Complex conjugate solutions refer to solutions that are related to an imaginary number. They are solutions of the equation that are a pair of complex numbers where one of them is multiplied by the imaginary unit j. In quadratic equations, complex conjugate solutions occur whenever the equation has a root on the imaginary axis.

A discriminant determines the type and number of solutions to a quadratic equation by determining the nature of the discriminant in the quadratic formula. If the discriminant is positive, the equation has two distinct real solutions. If the discriminant is zero, the equation has one real solution. If the discriminant is negative, the equation has two complex conjugate solutions.

**How to Use the Discriminant to Determine the Nature of the Roots of a Quadratic Equation**

The discriminant of a quadratic equation is a mathematical expression that helps us determine the nature and number of the roots of a quadratic equation. By analyzing the discriminant, we can determine whether the roots are real, imaginary, or complex numbers and the number of real roots.

**The formula for the Discriminant**

The following formula gives the discriminant of a quadratic equation:

Discriminant = b^2 – 4ac;

Where:

- a and c are the coefficients of the equation’s leading term and the constant term, respectively.
- b is the value of the leading coefficient.

**Real Roots**

If the discriminant is positive, the quadratic equation has two real roots. If the value of the discriminant is equal to zero, the quadratic equation has two distinct real roots; if it is negative, the quadratic equation has one real root.

**Imaginary Roots**

The quadratic equation has two distinct imaginary roots if the discriminant is negative. If the value of the discriminant is equal to zero, the quadratic equation has one real root and one imaginary root.

**Complex Roots**

If the discriminant is non-negative, the quadratic equation may have complex roots. To determine the number of complex roots, we can use the following formula:

Number of Complex Roots = 2(Discriminant – 4)

If the discriminant is positive, there are zero complex roots. If the value of the discriminant is less than or equal to 4, the quadratic equation has one complex root. If the discriminant is greater than 4, the quadratic equation has two or more complex roots.

**Consider a quadratic equation:**

x^2 – 4x + 2 = 0

To find the discriminant, we substitute the values:

Discriminant = b^2 – 4ac

Discriminant = (2)^2 – 4(4)(2) + 2

Discriminant = 16 – 16 + 2

Discriminant = 2

The discriminant in this case is number 2. It is evident that the quadratic equation has two real roots since the discriminant is positive.

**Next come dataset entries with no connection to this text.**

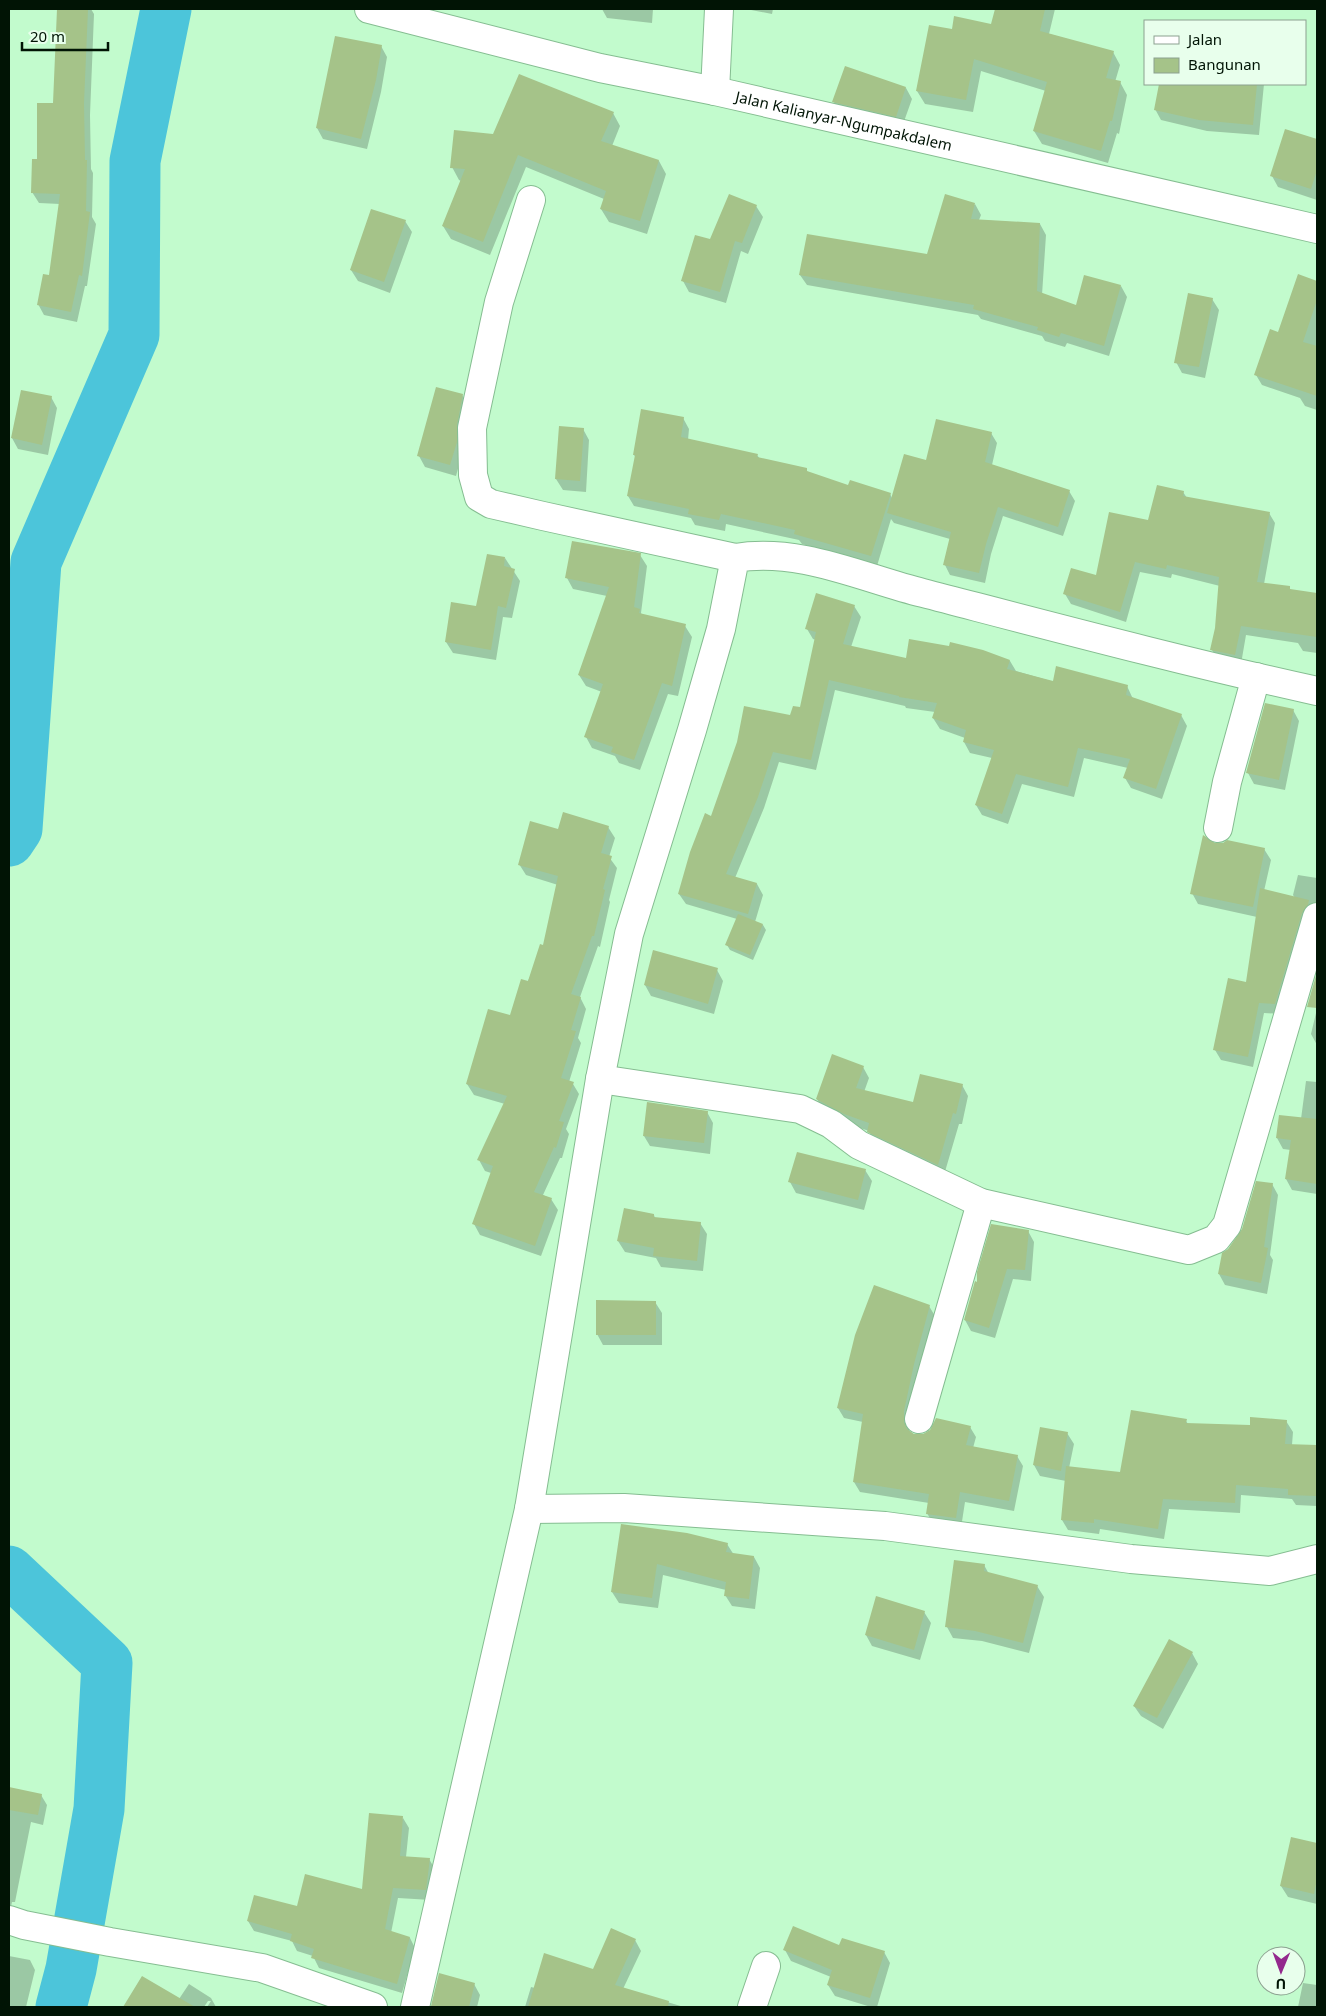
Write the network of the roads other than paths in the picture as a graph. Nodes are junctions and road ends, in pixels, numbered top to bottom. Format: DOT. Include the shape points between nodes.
graph roads {
  1 [pos="369,9"];
  2 [pos="719,9"];
  3 [pos="408,13"];
  4 [pos="715,91"];
  5 [pos="531,200"];
  6 [pos="1317,229"];
  7 [pos="735,558"];
  8 [pos="1256,677"];
  9 [pos="1317,691"];
  10 [pos="1218,828"];
  11 [pos="1317,917"];
  12 [pos="600,1079"];
  13 [pos="981,1203"];
  14 [pos="919,1418"];
  15 [pos="529,1509"];
  16 [pos="1317,1559"];
  17 [pos="16,1923"];
  18 [pos="766,1966"];
  19 [pos="373,2007"];
  20 [pos="415,2007"];
  21 [pos="752,2007"];
  1 -- 3 [label="street, Jalan Kalianyar-Ngumpakdalem"];
  2 -- 4 [label="street"];
  3 -- 4 [label="street, Jalan Kalianyar-Ngumpakdalem" via="600,68"];
  4 -- 6 [label="street, Jalan Kalianyar-Ngumpakdalem"];
  5 -- 7 [label="street" via="499,302 472,428 473,475 479,497 491,504"];
  7 -- 8 [label="street" via="754,554 803,558 899,587"];
  7 -- 12 [label="street" via="721,629 629,934"];
  8 -- 9 [label="street"];
  8 -- 10 [label="street"];
  11 -- 13 [label="street" via="1227,1225 1216,1239 1189,1250"];
  12 -- 13 [label="street" via="800,1109 831,1124 859,1145"];
  12 -- 15 [label="street"];
  13 -- 14 [label="street"];
  15 -- 16 [label="street" via="624,1508 885,1526 1131,1559 1270,1571"];
  15 -- 20 [label="street"];
  17 -- 19 [label="street" via="262,1968"];
  18 -- 21 [label="street"];
}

As a result of solving the equation, the roots are found as follows:

x^2 – 4x + 2 = 0

(x – 2)(x – 1) = 0

x = 2 or x = 1

Therefore, the roots of the quadratic equation are 2 and 1. When determining the nature and number of the roots of a quadratic equation, the discriminant is one of the most valuable tools. It is possible to determine whether the roots of the discriminant are real, imaginary, or complex numbers by analyzing the discriminant and the number of real roots that exist. A systematic method for solving quadratic equations can be developed by using the formula for the discriminant and the rules for determining the roots’ nature.